Hungary’s Orban says Ukraine can’t win against Russia, calls for negotiated peace
Right-wing prime minister tells economic conference in Qatar that Russian invasion was result of ‘failed diplomacy’ and that Europe needs a new security accord with Moscow
DOHA, Qatar — Hungary’s right-wing Prime Minister Viktor Orban insisted Tuesday that Ukraine cannot win its war with Russia and argued Washington must step in to end the conflict.
Orban, who is at odds with other European Union members over the war and has blocked EU aid for Ukraine, reaffirmed calls for a ceasefire.
Speaking at a conference in Qatar, he also argued that the United States and its partners in Europe must seal a new security accord with Russia.
The veteran Hungarian leader, who has not condemned Russian President Vladimir Putin, told the Qatar Economic Forum that Russia’s invasion was the result of a “failure of diplomacy.”

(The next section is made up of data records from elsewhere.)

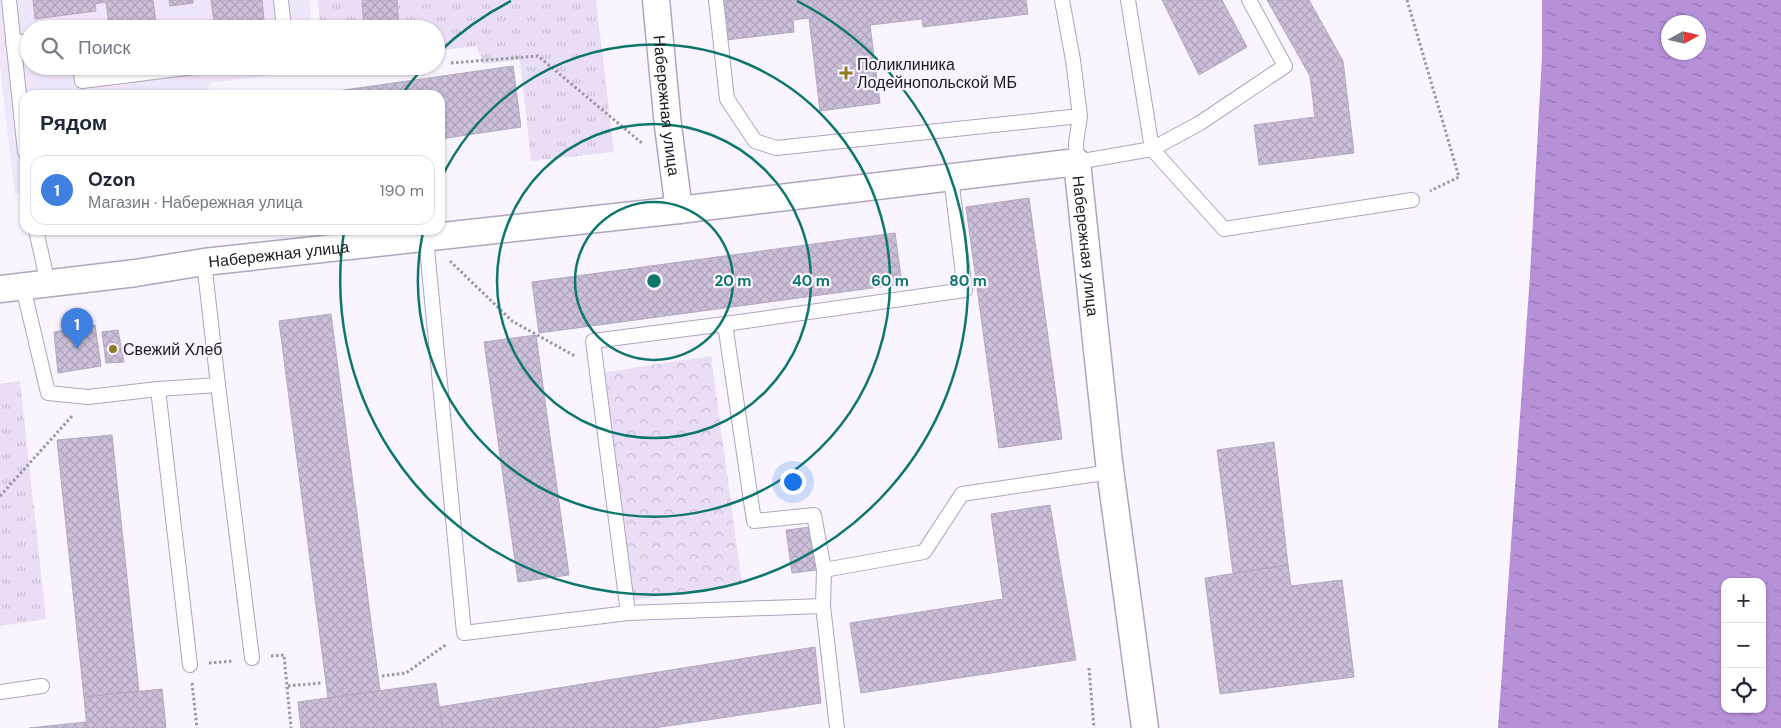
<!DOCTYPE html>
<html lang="ru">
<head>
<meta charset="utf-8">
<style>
  :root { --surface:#fff; --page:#f6f6f7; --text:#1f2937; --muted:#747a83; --line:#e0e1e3; --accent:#b45309 }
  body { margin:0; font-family:"DM Sans",sans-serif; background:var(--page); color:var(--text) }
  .controls { position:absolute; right:15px; bottom:15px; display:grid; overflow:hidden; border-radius:10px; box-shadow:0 1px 4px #0004 }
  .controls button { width:45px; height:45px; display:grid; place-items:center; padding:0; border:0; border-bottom:1px solid var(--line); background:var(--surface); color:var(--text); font:25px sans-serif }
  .compass { position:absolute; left:1661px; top:15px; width:45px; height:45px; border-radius:50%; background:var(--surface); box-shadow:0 1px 4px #0004; rotate:82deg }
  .you { position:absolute; left:792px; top:481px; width:18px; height:18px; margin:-12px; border:4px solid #fff; border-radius:50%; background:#1a73e8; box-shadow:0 0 0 8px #1a73e833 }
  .badge { display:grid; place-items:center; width:32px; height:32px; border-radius:50%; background:var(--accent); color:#fff; font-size:16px; font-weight:700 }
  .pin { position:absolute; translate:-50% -41px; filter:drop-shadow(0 1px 2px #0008) }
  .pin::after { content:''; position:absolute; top:26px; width:18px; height:15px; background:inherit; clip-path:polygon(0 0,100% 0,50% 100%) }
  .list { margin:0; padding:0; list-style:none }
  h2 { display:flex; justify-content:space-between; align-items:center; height:65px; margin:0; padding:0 20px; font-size:21px }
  h2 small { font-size:16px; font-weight:400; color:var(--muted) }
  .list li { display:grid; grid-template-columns:32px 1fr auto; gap:15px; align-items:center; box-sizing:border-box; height:70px; margin:0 10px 10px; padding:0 10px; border:1px solid var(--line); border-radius:15px }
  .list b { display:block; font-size:19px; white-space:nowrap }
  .list p { margin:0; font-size:16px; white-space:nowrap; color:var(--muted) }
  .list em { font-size:16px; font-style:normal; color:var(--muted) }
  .icon { flex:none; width:28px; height:28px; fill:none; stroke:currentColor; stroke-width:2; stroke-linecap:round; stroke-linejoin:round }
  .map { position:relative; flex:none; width:1781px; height:728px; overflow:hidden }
  .search { position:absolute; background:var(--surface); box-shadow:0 1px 4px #0004; left:20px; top:20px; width:425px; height:55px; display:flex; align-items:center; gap:12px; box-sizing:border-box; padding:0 18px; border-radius:28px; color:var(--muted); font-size:19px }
  .panel { position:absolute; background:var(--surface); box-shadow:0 1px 4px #0004; left:20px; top:90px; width:425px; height:145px; border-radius:15px }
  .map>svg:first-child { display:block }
  .built { fill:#f0e6fa }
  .grass { fill:url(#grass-tufts) }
  .forest { fill:url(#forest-crowns) }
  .water { fill:url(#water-ripples); fill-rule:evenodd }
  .building { fill:url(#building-cross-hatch); stroke:#b4a7c1 }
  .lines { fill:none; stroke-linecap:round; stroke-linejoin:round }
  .service-casing { stroke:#b1a4be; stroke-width:16 }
  .minor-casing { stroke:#b1a4be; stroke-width:29 }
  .path { stroke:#9c98a1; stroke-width:3; stroke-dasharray:2.5 2.5; stroke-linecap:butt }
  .service { stroke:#fff; stroke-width:14 }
  .minor { stroke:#fff; stroke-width:26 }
  .ring { fill:none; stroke:#0f766e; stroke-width:2.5 }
  .poi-dot { fill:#8d7c22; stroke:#f9f4fe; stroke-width:2 }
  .labels { text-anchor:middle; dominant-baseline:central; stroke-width:4.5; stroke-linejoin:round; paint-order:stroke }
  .poi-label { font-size:16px; fill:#1d1922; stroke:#f9f4fe; text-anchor:start }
  .street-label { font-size:16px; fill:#1d1922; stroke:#f9f4fe }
  .centre { fill:#0f766e; stroke:#f9f4fe; stroke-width:2.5 }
  .ring-label { font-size:15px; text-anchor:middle; font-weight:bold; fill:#0f766e; stroke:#f9f4fe; stroke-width:4.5; stroke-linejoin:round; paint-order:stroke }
</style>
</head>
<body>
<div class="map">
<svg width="1781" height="728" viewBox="0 0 1781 728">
  <defs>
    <pattern id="grass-tufts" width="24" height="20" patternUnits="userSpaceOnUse" patternTransform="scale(1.25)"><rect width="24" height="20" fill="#eadef7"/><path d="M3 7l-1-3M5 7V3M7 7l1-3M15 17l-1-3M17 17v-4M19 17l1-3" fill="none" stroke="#c8bed3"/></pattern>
    <pattern id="forest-crowns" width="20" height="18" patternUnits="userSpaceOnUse" patternTransform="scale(1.25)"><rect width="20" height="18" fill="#eadef7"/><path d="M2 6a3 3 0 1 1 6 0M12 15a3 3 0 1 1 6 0" fill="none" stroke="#c8bed3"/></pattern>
    <pattern id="water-ripples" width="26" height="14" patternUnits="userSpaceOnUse" patternTransform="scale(1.25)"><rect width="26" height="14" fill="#b691d8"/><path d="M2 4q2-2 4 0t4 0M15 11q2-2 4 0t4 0" fill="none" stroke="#9376af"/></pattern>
    <pattern id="building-cross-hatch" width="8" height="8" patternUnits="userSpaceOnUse" patternTransform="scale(1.25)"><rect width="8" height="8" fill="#ccbfd9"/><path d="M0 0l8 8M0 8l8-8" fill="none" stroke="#afa4ba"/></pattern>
  </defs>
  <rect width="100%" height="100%" fill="#f9f4fe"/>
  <path class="built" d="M 0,0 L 309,0 L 312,29 L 29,29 L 29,66 L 315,66 L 315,69 L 211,83 L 204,95 L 25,95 L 25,194 L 15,195 L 0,67 Z"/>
  <g class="grass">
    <path d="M 318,0 L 596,0 L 614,152 L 531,161 L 520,60 L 484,64 L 476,46 L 436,51 L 436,29 L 320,29 Z"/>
    <path d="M 20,381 L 46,619 L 0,626 L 0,384 Z"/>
  </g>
  <path class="forest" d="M 711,356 L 742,584 L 630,601 L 600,373 Z"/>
  <path class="water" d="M 1542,0 L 1781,0 L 1781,728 L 1498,728 L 1530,275 L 1542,56 ZM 1668,22 L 1698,22 L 1698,52 L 1668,52 ZM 1725,582 L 1762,582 L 1762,709 L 1725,709 Z"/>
  <g class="building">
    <path d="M 33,0 L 153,0 L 157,29 L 104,29 L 104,25 L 109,24 L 106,2 L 95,4 L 96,11 L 35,19 Z"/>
    <path d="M 169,0 L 193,0 L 193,3 L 170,6 Z"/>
    <path d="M 211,0 L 262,0 L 265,29 L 215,29 Z"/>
    <path d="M 362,0 L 397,0 L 399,29 L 364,29 Z"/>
    <path d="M 721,0 L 1026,0 L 1028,14 L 923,27 L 922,19 L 870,25 L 880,103 L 820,111 L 809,18 L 793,20 L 794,32 L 726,40 Z"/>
    <path d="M 1162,0 L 1222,0 L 1247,47 L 1199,75 Z"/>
    <path d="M 1267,0 L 1309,0 L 1343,61 L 1354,153 L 1259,165 L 1254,125 L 1315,117 L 1310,76 Z"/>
    <path d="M 513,66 L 521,127 L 440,139 L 440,95 L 309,95 Z"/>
    <path d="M 1029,198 L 1062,439 L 999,448 L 966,207 Z"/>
    <path d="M 895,233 L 902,284 L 539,333 L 532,282 Z"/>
    <path d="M 331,314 L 380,691 L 328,698 L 279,321 Z"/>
    <path d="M 95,325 L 101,366 L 58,373 L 54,332 Z"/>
    <path d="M 118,330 L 124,362 L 106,363 L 102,332 Z"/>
    <path d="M 536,335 L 569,575 L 518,582 L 484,342 Z"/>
    <path d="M 112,435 L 139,691 L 84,697 L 57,440 Z"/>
    <path d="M 1274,442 L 1288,565 L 1233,573 L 1217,450 Z"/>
    <path d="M 1050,505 L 1076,660 L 861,693 L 850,623 L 1003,599 L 991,514 Z"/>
    <path d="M 811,527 L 817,570 L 792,573 L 786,530 Z"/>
    <path d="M 1288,565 L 1291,586 L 1342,580 L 1354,677 L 1220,694 L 1205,578 Z"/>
    <path d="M 815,647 L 821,703 L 654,728 L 442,728 L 439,707 Z"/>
    <path d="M 436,683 L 442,728 L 301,728 L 298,702 Z"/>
    <path d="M 162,689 L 166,728 L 87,728 L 84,697 Z"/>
    <path d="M 86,722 L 87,728 L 29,728 Z"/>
  </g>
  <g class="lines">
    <g class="service-casing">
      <g id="service">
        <path d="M 9,0 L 25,152"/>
        <path d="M 281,0 L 284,29"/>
        <path d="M 716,0 L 727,99 L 755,141 L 776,148 L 1080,116 L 1073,60 L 1062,0"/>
        <path d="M 1249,0 L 1285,66 L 1200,123 L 1152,149 L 1224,229 L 1412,200"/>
        <path d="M 13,43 L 29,41"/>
        <path d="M 80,66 L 82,81 L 202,66"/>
        <path d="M 1080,116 L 1076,143 L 1077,162 L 1152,149 L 1128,0"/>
        <path d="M 36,230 L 48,284"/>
        <path d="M 426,238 L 464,633 L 628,613 L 823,606"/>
        <path d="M 23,287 L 48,393 L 88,397 L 158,389 L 218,385 L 204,262"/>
        <path d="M 725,324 L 754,521 L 814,515 L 824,570 L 823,606 L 837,728"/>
        <path d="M 218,385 L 252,658"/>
        <path d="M 158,389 L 190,665"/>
        <path d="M 824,570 L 924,552 L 962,494 L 1111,472"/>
        <path d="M 628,613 L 593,341 L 725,324 L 965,290 L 951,178"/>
        <path d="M 0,692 L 42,686"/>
      </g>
    </g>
    <g class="minor-casing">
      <g id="minor">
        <path id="s1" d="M 656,0 L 668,126 L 679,210"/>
        <path id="s2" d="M 0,289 L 136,273 L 204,262 L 679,210 L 1077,162 L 1109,462 L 1145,728"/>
      </g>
    </g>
    <g class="path">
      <path d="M 1407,0 L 1459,177 L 1430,191"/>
      <path d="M 451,63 L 538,56 L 643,144"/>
      <path d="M 450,261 L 512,321 L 575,356"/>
      <path d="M 0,496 L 73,415"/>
      <path d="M 271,656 L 284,655 L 291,728"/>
      <path d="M 209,663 L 233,661"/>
      <path d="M 1089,668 L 1094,728"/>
      <path d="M 382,676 L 406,673 L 447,644"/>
      <path d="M 192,683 L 197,728"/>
      <path d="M 288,686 L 321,683"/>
    </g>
    <use href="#service" class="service"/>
    <use href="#minor" class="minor"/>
  </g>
  <g class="ring">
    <circle cx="654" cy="281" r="79"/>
    <circle cx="654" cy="281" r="157"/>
    <path d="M440 181A236 236 0 1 1 423 232"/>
    <path d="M402 94A314 314 0 0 1 424 67M438 53A314 314 0 0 1 511 1M797 1A314 314 0 1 1 344 232"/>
  </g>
  <g class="poi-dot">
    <path d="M843.5 65.5h5v5h5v5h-5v5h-5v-5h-5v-5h5z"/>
    <circle cx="113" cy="349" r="5"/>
  </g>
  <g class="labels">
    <g class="poi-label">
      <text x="857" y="64">Поликлиника<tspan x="857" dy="18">Лодейнопольской МБ</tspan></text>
      <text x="123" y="349">Свежий Хлеб</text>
    </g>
    <g class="street-label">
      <text stroke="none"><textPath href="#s1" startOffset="106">Набережная улица</textPath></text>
      <text stroke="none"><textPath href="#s2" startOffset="1169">Набережная улица</textPath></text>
      <text stroke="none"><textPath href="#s2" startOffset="281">Набережная улица</textPath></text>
    </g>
  </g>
  <circle cx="654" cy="281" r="8" class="centre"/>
  <g class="ring-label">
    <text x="733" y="286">20 m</text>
    <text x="811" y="286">40 m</text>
    <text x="890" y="286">60 m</text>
    <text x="968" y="286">80 m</text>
  </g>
</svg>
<div class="controls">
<button>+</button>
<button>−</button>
<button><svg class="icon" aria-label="locate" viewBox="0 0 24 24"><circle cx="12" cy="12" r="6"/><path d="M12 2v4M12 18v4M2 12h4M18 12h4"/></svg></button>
</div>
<svg class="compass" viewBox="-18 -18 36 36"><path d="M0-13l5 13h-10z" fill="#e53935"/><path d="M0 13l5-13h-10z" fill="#747a83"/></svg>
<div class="you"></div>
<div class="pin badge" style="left:77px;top:349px;background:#3f7fe0">1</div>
<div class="search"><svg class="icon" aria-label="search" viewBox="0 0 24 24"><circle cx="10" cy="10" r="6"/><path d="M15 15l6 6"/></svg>Поиск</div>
<section class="panel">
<h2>Рядом<small></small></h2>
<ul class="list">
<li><span class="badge" style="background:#3f7fe0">1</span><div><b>Ozon</b><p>Магазин · Набережная улица</p></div><em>190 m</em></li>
</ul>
</section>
</div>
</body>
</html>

“It’s obvious that the battlefield solution does not work,” he added, insisting that Ukraine could not win.
“Looking at the reality, looking at the figures, looking at the surroundings, looking at the fact that NATO is not ready to send troops, it’s obvious that there is no victory for poor Ukrainians on the battlefield,” he said. “That’s my position.”
Orban added that “our heart is with the Ukrainians” and said “we understand how much they suffer.”
“Escalation should be stopped and we should argue in favor of peace and negotiations,” he told the forum.
Orban said that after a ceasefire there has to be a new European security accord with Russia.
“As a state Ukraine is of course very important but in the longer term, strategically thinking, what is at stake is the future security of Europe,” he said.
“It is obvious that without the United States there is no security architecture for Europe. And this war cannot be stopped… unless the Russians can make an agreement with the United States.
“As a European, I am not happy with that, but it is the only way out.”
Orban also attacked the EU leadership for being too “intellectual” but said his country could not leave the bloc as 85 percent of its exports go to other member states.
He said that half of Hungary’s energy needs are met by Russia, but that Budapest is negotiating with Qatar to import natural gas, hoping deliveries could start in 2026.